**Required action**
Once the data has been read, return all of it precisely as written.
___ Data to examine
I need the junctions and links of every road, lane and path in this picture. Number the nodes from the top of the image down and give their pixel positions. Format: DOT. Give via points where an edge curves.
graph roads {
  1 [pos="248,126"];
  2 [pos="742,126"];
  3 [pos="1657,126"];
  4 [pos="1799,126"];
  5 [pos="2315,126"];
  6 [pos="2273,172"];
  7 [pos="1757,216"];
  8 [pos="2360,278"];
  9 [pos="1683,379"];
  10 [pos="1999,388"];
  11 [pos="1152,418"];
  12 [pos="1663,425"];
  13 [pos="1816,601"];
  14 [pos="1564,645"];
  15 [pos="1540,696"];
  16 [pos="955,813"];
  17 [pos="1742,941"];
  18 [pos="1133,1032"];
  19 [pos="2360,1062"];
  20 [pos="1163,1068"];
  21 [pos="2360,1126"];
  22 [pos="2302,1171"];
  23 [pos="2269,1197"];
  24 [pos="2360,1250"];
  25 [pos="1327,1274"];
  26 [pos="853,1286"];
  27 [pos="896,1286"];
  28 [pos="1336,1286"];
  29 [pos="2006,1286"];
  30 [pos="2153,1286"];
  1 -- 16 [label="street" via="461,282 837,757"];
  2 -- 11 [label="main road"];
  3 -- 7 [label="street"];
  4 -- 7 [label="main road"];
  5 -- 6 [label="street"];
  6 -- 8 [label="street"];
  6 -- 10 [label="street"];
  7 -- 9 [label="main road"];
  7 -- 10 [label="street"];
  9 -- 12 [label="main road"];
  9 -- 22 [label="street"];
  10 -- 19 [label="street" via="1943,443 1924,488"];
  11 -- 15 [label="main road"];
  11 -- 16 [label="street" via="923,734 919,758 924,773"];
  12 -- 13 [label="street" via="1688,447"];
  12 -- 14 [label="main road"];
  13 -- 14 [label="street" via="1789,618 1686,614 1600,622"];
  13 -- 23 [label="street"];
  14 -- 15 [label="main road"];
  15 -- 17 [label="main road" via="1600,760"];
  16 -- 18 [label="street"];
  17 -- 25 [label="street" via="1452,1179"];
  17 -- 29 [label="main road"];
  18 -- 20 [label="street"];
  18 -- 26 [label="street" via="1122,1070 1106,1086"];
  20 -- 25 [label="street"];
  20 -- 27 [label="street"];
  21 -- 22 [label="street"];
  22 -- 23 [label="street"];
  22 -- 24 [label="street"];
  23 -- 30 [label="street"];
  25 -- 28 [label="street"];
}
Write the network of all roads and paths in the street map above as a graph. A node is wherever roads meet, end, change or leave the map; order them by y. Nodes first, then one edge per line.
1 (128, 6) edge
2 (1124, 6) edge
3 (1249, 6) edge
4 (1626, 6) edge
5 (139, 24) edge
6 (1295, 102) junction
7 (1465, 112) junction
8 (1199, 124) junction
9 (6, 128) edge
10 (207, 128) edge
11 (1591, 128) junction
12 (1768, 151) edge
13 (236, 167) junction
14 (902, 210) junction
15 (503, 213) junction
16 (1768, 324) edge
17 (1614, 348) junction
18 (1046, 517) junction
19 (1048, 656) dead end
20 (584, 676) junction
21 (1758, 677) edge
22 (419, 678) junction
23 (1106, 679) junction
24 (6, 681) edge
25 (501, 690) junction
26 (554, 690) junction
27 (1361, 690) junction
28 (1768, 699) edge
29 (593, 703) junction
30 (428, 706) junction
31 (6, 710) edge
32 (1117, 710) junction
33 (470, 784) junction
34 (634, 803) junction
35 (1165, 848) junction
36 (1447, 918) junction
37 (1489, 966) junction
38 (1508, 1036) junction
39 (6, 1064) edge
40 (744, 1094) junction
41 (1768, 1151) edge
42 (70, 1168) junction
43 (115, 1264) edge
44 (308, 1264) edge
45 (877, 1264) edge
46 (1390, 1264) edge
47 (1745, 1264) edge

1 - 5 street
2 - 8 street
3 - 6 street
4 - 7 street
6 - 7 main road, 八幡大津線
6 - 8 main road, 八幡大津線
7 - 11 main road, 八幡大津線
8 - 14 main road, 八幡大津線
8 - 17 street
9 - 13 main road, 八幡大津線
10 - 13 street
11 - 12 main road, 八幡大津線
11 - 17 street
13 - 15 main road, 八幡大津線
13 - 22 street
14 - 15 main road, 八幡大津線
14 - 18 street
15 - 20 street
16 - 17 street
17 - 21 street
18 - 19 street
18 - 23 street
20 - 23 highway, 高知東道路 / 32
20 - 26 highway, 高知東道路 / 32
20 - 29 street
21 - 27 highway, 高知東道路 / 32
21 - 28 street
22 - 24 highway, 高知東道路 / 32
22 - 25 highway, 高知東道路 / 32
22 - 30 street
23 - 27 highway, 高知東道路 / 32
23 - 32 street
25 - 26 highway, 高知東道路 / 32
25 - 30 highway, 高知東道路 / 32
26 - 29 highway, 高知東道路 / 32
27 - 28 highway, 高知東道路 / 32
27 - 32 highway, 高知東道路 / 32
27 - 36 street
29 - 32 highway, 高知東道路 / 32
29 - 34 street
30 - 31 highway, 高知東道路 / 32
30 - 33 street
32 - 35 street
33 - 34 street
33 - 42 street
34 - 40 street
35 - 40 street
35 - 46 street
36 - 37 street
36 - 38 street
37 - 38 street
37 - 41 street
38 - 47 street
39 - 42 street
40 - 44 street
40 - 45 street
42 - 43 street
______
**Expected answer**
I need the junctions and links of every road, lane and path in this picture. Number the nodes from the top of the image down and give their pixel positions. Format: DOT. Give via points where an edge curves.
graph roads {
  1 [pos="248,126"];
  2 [pos="742,126"];
  3 [pos="1657,126"];
  4 [pos="1799,126"];
  5 [pos="2315,126"];
  6 [pos="2273,172"];
  7 [pos="1757,216"];
  8 [pos="2360,278"];
  9 [pos="1683,379"];
  10 [pos="1999,388"];
  11 [pos="1152,418"];
  12 [pos="1663,425"];
  13 [pos="1816,601"];
  14 [pos="1564,645"];
  15 [pos="1540,696"];
  16 [pos="955,813"];
  17 [pos="1742,941"];
  18 [pos="1133,1032"];
  19 [pos="2360,1062"];
  20 [pos="1163,1068"];
  21 [pos="2360,1126"];
  22 [pos="2302,1171"];
  23 [pos="2269,1197"];
  24 [pos="2360,1250"];
  25 [pos="1327,1274"];
  26 [pos="853,1286"];
  27 [pos="896,1286"];
  28 [pos="1336,1286"];
  29 [pos="2006,1286"];
  30 [pos="2153,1286"];
  1 -- 16 [label="street" via="461,282 837,757"];
  2 -- 11 [label="main road"];
  3 -- 7 [label="street"];
  4 -- 7 [label="main road"];
  5 -- 6 [label="street"];
  6 -- 8 [label="street"];
  6 -- 10 [label="street"];
  7 -- 9 [label="main road"];
  7 -- 10 [label="street"];
  9 -- 12 [label="main road"];
  9 -- 22 [label="street"];
  10 -- 19 [label="street" via="1943,443 1924,488"];
  11 -- 15 [label="main road"];
  11 -- 16 [label="street" via="923,734 919,758 924,773"];
  12 -- 13 [label="street" via="1688,447"];
  12 -- 14 [label="main road"];
  13 -- 14 [label="street" via="1789,618 1686,614 1600,622"];
  13 -- 23 [label="street"];
  14 -- 15 [label="main road"];
  15 -- 17 [label="main road" via="1600,760"];
  16 -- 18 [label="street"];
  17 -- 25 [label="street" via="1452,1179"];
  17 -- 29 [label="main road"];
  18 -- 20 [label="street"];
  18 -- 26 [label="street" via="1122,1070 1106,1086"];
  20 -- 25 [label="street"];
  20 -- 27 [label="street"];
  21 -- 22 [label="street"];
  22 -- 23 [label="street"];
  22 -- 24 [label="street"];
  23 -- 30 [label="street"];
  25 -- 28 [label="street"];
}
Write the network of all roads and paths in the street map above as a graph. A node is wherever roads meet, end, change or leave the map; order them by y. Nodes first, then one edge per line.
1 (128, 6) edge
2 (1124, 6) edge
3 (1249, 6) edge
4 (1626, 6) edge
5 (139, 24) edge
6 (1295, 102) junction
7 (1465, 112) junction
8 (1199, 124) junction
9 (6, 128) edge
10 (207, 128) edge
11 (1591, 128) junction
12 (1768, 151) edge
13 (236, 167) junction
14 (902, 210) junction
15 (503, 213) junction
16 (1768, 324) edge
17 (1614, 348) junction
18 (1046, 517) junction
19 (1048, 656) dead end
20 (584, 676) junction
21 (1758, 677) edge
22 (419, 678) junction
23 (1106, 679) junction
24 (6, 681) edge
25 (501, 690) junction
26 (554, 690) junction
27 (1361, 690) junction
28 (1768, 699) edge
29 (593, 703) junction
30 (428, 706) junction
31 (6, 710) edge
32 (1117, 710) junction
33 (470, 784) junction
34 (634, 803) junction
35 (1165, 848) junction
36 (1447, 918) junction
37 (1489, 966) junction
38 (1508, 1036) junction
39 (6, 1064) edge
40 (744, 1094) junction
41 (1768, 1151) edge
42 (70, 1168) junction
43 (115, 1264) edge
44 (308, 1264) edge
45 (877, 1264) edge
46 (1390, 1264) edge
47 (1745, 1264) edge

1 - 5 street
2 - 8 street
3 - 6 street
4 - 7 street
6 - 7 main road, 八幡大津線
6 - 8 main road, 八幡大津線
7 - 11 main road, 八幡大津線
8 - 14 main road, 八幡大津線
8 - 17 street
9 - 13 main road, 八幡大津線
10 - 13 street
11 - 12 main road, 八幡大津線
11 - 17 street
13 - 15 main road, 八幡大津線
13 - 22 street
14 - 15 main road, 八幡大津線
14 - 18 street
15 - 20 street
16 - 17 street
17 - 21 street
18 - 19 street
18 - 23 street
20 - 23 highway, 高知東道路 / 32
20 - 26 highway, 高知東道路 / 32
20 - 29 street
21 - 27 highway, 高知東道路 / 32
21 - 28 street
22 - 24 highway, 高知東道路 / 32
22 - 25 highway, 高知東道路 / 32
22 - 30 street
23 - 27 highway, 高知東道路 / 32
23 - 32 street
25 - 26 highway, 高知東道路 / 32
25 - 30 highway, 高知東道路 / 32
26 - 29 highway, 高知東道路 / 32
27 - 28 highway, 高知東道路 / 32
27 - 32 highway, 高知東道路 / 32
27 - 36 street
29 - 32 highway, 高知東道路 / 32
29 - 34 street
30 - 31 highway, 高知東道路 / 32
30 - 33 street
32 - 35 street
33 - 34 street
33 - 42 street
34 - 40 street
35 - 40 street
35 - 46 street
36 - 37 street
36 - 38 street
37 - 38 street
37 - 41 street
38 - 47 street
39 - 42 street
40 - 44 street
40 - 45 street
42 - 43 street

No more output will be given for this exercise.